Catto and his colleagues eventually prevailed with lawmakers in Harrisburg. Governor John Geary signed a law prohibiting segregation on the streetcars on March 22, 1867. Still, the work was not done.
Just days after the law was signed, LeCount tried to board a streetcar in the city, but was refused by the white conductor. After the incident, she alerted the authorities and showed proof of the new law. The conductor was arrested and fined $100, sending a message that segregation on streetcars was now illegal.
SEPTA officials said there are no plans to celebrate any of the activists from the streetcar desegregation movement as they did for Parks, but Philadelphia Transit Equity Day coalition hosts an event that also honors Catto. Zakia Elliott, an organizer for the event, said this year’s event will be virtual.

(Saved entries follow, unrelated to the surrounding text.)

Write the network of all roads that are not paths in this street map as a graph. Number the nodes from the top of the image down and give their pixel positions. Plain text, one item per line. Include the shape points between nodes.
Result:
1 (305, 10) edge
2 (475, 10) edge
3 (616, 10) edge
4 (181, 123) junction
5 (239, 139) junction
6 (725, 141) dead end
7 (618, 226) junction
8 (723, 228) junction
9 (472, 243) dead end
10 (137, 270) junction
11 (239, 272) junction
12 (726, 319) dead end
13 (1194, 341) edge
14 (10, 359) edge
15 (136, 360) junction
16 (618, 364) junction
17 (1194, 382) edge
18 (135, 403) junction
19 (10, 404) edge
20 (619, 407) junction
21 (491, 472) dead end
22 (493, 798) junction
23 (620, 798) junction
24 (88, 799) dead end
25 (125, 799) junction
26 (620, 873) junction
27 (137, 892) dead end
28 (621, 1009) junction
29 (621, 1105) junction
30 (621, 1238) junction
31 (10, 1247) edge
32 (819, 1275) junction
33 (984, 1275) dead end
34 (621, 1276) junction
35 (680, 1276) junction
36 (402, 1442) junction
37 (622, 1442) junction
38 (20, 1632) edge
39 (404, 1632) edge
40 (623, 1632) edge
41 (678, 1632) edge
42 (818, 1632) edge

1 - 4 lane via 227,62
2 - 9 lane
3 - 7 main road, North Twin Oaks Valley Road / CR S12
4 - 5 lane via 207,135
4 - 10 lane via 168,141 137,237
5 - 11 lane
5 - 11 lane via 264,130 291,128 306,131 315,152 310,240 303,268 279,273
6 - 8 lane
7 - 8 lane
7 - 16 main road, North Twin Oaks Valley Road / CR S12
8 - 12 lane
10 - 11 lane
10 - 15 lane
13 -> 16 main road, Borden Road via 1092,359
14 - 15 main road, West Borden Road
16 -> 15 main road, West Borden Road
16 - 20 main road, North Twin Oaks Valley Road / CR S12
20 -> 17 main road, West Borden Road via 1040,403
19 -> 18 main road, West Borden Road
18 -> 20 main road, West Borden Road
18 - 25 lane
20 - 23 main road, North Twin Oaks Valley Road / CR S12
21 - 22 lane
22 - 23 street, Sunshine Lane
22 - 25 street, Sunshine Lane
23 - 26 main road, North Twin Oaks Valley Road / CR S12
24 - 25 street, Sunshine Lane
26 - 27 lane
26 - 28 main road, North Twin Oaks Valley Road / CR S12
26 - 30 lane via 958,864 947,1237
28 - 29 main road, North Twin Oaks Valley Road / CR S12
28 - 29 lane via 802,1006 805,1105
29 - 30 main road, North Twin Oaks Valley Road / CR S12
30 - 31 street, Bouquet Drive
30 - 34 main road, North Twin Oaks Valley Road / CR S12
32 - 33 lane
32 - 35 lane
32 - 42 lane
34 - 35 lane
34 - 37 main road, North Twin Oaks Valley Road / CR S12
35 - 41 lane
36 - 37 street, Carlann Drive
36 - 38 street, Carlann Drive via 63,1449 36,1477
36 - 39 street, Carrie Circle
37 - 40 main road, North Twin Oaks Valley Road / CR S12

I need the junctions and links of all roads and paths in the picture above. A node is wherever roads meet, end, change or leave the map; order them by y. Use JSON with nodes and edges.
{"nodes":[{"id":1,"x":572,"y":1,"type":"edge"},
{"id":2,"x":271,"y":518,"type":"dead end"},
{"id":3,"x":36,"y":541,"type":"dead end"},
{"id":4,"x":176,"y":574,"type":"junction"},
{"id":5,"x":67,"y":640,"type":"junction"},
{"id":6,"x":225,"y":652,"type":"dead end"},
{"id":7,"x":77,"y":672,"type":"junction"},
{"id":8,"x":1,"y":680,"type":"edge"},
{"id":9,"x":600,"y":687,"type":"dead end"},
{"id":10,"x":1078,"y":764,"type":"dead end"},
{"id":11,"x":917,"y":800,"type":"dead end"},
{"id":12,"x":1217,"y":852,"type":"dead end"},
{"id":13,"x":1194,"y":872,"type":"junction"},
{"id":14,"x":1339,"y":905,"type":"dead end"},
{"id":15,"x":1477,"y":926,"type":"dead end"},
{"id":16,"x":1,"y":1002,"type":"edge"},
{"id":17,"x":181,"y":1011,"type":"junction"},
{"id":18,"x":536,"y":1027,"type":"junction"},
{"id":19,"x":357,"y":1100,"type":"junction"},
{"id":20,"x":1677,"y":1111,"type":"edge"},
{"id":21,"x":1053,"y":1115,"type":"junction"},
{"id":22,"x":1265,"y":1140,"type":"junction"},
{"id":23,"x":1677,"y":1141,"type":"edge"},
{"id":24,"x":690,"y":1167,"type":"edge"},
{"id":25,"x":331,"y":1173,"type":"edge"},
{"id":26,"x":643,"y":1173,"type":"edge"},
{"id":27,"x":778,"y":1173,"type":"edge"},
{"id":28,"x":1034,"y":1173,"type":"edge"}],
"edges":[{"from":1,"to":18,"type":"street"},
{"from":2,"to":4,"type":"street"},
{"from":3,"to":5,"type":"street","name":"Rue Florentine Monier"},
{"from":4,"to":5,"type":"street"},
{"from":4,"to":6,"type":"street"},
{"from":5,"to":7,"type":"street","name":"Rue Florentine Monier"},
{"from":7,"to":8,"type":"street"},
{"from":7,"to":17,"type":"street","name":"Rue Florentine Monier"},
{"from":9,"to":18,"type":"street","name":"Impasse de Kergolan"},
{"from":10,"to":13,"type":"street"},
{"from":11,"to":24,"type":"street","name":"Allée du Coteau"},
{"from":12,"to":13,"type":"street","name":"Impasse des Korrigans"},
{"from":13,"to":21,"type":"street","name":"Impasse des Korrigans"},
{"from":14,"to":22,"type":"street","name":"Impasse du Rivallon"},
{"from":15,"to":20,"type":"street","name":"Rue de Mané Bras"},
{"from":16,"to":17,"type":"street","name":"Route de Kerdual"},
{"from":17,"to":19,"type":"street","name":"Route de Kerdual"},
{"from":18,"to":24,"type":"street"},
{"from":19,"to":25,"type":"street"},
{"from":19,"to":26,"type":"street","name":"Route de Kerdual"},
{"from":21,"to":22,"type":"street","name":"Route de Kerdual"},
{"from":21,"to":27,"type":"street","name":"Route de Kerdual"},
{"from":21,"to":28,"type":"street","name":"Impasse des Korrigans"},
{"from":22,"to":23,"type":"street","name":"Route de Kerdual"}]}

Regardless, Elliott, program manager for Philadelphia Climate Works, said the work of the streetcar desegregation movement continues today and goes beyond transportation.
“Racial justice and transit justice, they’re all tied up together,” said Elliott. “Transit issues are an environmental justice issue.”
A racial hierarchy that continues today
The segregation of streetcars represents an explicit version of how racial hierarchy played out in public spaces. Though this type of overt segregation has been outlawed, Mimi Sheller, director of the Center for Mobilities Research and Policy at Drexel University, said racism still impacts public transportation.
SEPTA’s Regional Rail service, for example, is associated with whiter, wealthier riders, who are able to pay higher fares, traveling from suburbs that were once white-only, while city transit is associated with poorer, Blacker city riders, from neighborhoods that suffered from race-based disinvestment.
“The geography of the city has already been structured so deeply by racial segregation,” said Sheller, professor of sociology and head of the department at Drexel. “So that when you have a transportation system like Regional Rail that goes only to certain suburban areas and costs more money to ride, it’s basically going to create de facto segregation without them having to have an explicit policy.”
Just last week, the Delaware Valley Regional Planning Commission advanced a fare equity and restructure analysis of Regional Rail. The $100,000 study is set to move forward in July once officials secure funds from the U.S. Department of Transportation, and be conducted in partnership with SEPTA.
Outside of SEPTA headquarters at 1234 Market Street, in front of the decorated bus, speaking to an audience and news cameras, authority general manager Leslie Richards pledged her commitment to change for a better transportation system.
“As a SEPTA leader, it is my role to effect change in our organization, because it ultimately affects the communities that we serve,” said Richards.